BAŞKA BİR DÜNYA YOK: İSRAF ETME!

1574
0

Birleşmiş Milletler’in (BM) öngörüsüne göre dünya nüfusu 2050’de 9,8 milyara 2100’de ise 11,2 milyar kişiye ulaşacak. Dünyada bugün yaklaşık 7,6 milyar insan yaşadığını göz önünde bulundurduğumuzda önümüzdeki 80 yılda insan nüfusu inanılmaz bir hızla artacak demektir.

Bu olgunun yarattığı en önemli sorunsal doğal kaynaklara erişim ve bunların dağılımı olacaktır. Günümüzde bile kaynaklar eşit şekilde dağılmamışken ileride doğal kaynakların kullanımı artan nüfusun da etkisiyle birçok krize sebep olacaktır diye düşünmek yanlış olmaz. Zira yine BM’ye göre artan nüfusu besleyebilmek için üretimin de %60-70 oranında artması gerekiyor.

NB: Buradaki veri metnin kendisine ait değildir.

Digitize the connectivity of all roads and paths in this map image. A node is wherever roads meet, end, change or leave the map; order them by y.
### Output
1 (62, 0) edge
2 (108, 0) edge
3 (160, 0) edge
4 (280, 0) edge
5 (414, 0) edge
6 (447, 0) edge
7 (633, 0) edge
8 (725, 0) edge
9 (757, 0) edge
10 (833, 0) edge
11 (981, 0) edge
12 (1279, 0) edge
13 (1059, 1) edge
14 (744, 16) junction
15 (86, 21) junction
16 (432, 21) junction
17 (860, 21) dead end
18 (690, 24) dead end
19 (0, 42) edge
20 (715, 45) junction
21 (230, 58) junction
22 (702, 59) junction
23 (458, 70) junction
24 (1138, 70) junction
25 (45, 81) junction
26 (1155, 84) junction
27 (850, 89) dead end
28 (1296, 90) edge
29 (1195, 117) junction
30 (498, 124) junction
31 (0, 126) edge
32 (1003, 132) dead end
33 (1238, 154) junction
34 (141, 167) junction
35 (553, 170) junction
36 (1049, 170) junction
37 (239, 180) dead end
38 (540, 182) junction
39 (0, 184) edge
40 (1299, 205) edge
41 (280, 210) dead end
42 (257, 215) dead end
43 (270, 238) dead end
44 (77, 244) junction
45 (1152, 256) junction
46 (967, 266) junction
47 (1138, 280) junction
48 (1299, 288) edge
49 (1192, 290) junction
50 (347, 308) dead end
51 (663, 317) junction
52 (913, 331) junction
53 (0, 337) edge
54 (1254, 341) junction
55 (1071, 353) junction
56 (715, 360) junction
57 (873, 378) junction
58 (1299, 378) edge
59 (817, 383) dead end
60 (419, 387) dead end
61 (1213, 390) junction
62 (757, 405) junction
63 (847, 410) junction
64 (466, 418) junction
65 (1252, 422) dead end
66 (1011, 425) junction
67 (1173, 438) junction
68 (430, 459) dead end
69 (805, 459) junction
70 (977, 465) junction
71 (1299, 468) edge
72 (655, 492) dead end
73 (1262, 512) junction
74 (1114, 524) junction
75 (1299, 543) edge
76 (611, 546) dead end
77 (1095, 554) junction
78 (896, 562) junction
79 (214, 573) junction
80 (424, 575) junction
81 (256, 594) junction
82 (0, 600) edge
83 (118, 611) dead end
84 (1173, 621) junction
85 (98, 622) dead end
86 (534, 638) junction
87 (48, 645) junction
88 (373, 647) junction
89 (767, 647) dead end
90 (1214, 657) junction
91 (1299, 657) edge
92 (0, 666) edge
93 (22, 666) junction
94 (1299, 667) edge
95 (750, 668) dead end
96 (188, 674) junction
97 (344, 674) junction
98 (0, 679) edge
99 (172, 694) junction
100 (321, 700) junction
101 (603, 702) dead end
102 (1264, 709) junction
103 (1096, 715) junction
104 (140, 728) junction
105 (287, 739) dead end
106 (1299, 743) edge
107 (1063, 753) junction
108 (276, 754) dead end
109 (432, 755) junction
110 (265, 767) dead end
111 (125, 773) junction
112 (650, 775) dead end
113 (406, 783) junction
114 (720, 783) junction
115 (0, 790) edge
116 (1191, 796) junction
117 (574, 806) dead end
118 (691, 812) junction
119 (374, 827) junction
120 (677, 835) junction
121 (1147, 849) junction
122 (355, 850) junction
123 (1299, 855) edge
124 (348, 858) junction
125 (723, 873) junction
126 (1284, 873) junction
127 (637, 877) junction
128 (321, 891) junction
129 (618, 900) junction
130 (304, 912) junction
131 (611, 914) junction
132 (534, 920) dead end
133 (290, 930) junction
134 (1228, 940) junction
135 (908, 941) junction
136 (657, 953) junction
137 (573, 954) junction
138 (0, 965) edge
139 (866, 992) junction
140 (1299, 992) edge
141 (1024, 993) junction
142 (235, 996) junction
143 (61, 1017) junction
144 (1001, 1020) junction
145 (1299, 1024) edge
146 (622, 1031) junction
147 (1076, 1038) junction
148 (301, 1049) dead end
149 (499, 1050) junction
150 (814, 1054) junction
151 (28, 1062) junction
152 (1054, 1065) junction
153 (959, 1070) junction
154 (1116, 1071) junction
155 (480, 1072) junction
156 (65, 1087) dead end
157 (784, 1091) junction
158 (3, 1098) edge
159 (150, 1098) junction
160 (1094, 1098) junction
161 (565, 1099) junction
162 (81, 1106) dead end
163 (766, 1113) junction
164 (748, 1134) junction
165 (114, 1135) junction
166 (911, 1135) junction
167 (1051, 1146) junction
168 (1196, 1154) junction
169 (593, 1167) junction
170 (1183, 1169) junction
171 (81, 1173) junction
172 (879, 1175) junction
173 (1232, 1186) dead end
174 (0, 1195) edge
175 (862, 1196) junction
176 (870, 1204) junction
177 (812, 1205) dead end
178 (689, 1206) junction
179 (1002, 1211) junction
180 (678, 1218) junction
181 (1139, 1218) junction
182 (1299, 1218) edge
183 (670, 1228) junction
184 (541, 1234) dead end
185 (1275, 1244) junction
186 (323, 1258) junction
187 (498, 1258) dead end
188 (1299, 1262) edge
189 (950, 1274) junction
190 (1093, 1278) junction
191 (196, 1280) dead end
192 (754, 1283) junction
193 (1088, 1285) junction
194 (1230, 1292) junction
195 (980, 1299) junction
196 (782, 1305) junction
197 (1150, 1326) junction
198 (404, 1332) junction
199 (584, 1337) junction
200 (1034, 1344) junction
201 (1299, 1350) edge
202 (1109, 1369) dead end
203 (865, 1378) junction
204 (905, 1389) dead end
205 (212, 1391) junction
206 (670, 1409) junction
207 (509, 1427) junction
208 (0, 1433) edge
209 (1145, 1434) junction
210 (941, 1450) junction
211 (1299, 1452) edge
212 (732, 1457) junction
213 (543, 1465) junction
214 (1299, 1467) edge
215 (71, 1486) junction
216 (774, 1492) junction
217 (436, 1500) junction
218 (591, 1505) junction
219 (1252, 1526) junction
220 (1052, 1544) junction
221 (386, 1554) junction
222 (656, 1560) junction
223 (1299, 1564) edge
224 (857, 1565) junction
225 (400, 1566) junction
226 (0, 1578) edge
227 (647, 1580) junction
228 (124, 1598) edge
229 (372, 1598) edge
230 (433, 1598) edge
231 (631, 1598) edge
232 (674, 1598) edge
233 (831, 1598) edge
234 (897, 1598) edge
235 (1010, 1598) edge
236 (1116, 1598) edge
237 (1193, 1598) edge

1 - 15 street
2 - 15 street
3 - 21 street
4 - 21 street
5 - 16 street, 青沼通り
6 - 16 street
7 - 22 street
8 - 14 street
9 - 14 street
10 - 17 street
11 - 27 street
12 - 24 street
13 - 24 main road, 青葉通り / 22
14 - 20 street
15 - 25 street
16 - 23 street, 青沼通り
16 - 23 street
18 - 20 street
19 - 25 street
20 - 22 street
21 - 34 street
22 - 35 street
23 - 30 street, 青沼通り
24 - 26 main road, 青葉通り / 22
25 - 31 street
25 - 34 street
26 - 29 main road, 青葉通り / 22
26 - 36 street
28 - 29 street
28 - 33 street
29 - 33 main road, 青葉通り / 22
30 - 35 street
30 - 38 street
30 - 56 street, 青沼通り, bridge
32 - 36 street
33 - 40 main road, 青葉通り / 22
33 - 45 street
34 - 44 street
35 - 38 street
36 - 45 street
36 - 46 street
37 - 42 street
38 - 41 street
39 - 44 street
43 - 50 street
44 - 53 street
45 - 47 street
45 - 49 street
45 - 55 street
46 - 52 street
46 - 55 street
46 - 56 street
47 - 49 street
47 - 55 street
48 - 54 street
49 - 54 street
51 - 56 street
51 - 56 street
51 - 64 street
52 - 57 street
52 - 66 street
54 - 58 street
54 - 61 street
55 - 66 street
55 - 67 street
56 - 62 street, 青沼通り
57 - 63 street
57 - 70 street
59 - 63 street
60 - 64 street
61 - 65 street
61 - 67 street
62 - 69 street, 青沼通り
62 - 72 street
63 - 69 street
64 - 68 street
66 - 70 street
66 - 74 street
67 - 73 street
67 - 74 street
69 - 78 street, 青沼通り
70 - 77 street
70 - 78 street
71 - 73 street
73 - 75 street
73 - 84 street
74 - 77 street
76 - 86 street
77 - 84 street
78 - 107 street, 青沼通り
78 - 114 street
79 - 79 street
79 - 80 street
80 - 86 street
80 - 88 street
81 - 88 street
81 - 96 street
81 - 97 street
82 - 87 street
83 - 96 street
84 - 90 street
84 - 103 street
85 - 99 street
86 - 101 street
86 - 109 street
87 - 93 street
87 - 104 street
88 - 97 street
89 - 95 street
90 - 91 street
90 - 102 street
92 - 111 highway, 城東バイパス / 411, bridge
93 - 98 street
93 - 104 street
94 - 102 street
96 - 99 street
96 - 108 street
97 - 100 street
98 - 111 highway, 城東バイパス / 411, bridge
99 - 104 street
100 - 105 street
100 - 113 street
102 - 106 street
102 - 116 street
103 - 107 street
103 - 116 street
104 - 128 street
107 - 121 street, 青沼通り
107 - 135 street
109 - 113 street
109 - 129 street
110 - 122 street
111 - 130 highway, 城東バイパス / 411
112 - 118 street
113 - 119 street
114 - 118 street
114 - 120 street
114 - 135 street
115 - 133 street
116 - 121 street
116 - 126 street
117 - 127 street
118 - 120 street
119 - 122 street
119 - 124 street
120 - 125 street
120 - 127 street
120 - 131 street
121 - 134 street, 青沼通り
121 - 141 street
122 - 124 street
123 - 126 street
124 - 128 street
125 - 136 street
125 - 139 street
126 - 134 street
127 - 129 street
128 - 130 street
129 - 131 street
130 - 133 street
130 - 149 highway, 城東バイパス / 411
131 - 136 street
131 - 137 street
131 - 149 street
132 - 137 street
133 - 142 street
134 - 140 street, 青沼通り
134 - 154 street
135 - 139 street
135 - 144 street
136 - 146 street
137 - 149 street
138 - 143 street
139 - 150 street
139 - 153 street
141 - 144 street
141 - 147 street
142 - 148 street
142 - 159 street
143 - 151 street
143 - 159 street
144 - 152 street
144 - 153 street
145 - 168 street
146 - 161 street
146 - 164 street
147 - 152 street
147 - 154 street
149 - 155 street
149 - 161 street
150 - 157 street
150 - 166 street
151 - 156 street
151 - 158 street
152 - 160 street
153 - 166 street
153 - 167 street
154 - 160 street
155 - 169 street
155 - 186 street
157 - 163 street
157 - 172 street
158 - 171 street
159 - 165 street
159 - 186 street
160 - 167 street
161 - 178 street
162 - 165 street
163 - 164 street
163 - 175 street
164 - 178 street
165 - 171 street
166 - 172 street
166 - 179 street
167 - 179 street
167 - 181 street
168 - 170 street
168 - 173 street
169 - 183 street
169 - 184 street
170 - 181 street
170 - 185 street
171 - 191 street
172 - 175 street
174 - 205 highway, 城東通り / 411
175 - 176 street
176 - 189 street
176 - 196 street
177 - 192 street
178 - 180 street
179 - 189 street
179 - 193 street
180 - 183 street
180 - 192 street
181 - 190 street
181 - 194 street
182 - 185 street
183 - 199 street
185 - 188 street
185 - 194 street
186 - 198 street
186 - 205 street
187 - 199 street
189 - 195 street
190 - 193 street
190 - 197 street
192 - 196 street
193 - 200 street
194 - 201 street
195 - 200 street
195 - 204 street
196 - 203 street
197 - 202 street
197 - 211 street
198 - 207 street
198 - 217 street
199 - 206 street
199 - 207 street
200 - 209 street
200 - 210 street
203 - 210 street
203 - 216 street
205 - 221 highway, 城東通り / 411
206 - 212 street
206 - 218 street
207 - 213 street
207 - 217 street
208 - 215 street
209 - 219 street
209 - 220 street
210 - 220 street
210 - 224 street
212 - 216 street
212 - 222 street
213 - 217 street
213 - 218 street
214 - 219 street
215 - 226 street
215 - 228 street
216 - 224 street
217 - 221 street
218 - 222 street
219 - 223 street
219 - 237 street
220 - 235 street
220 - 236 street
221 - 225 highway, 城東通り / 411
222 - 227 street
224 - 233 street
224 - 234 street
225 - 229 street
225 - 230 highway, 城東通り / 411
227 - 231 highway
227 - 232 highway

Peki, bugünden biz ne yapabiliriz? Neleri değiştirip bu dünyayı daha yaşanır kılabiliriz? Neler yaparak elimizdeki kaynakları en faydalı şekilde kullanabiliriz?

SAYILARLA DÜNYADA GIDA İSRAFI

Bütün bu soruların bugünden cevabı israfı önlemeye çalışmak, kaynakları doğru kullanmaya çalışmak olabilir. Birleşmiş Milletlerin Gıda ve Tarım Organizasyonu’na (FAO) göre dünyada her yıl 1,3 milyar ton gıda yani dünyadaki gıda üretiminin hemen hemen üçte biri israf ediliyor. Bu israf endüstriyelleşmiş ülkelerde 610 milyar dolar kayba yol açarken gelişmekte olan ülkelerde 310 milyar dolar kayba neden oluyor. TÜİK’in rakamlarına göre ise Türkiye’de her yıl 1,7 milyar ekmek, 18 milyon meyve ve sebze israf ediliyor. Türkiye İsrafı Önleme Vakfı’nın rakamlarına göre ise Türkiye’de yılda 214 milyar liralık gıda israfı yapılıyor. Bu para ile ülkemizde 171 bin okul veya 11 bin hastane yapılabileceği belirtiliyor. Daha zengin ülkelerdeki yıllık gıda israfının yaklaşık olarak Sahra Altı Afrika’nın yıllık gıda israfına denk olduğuna baktığımızda durumun ciddiyeti gözler önüne tüm çıplaklığıyla seriliyor.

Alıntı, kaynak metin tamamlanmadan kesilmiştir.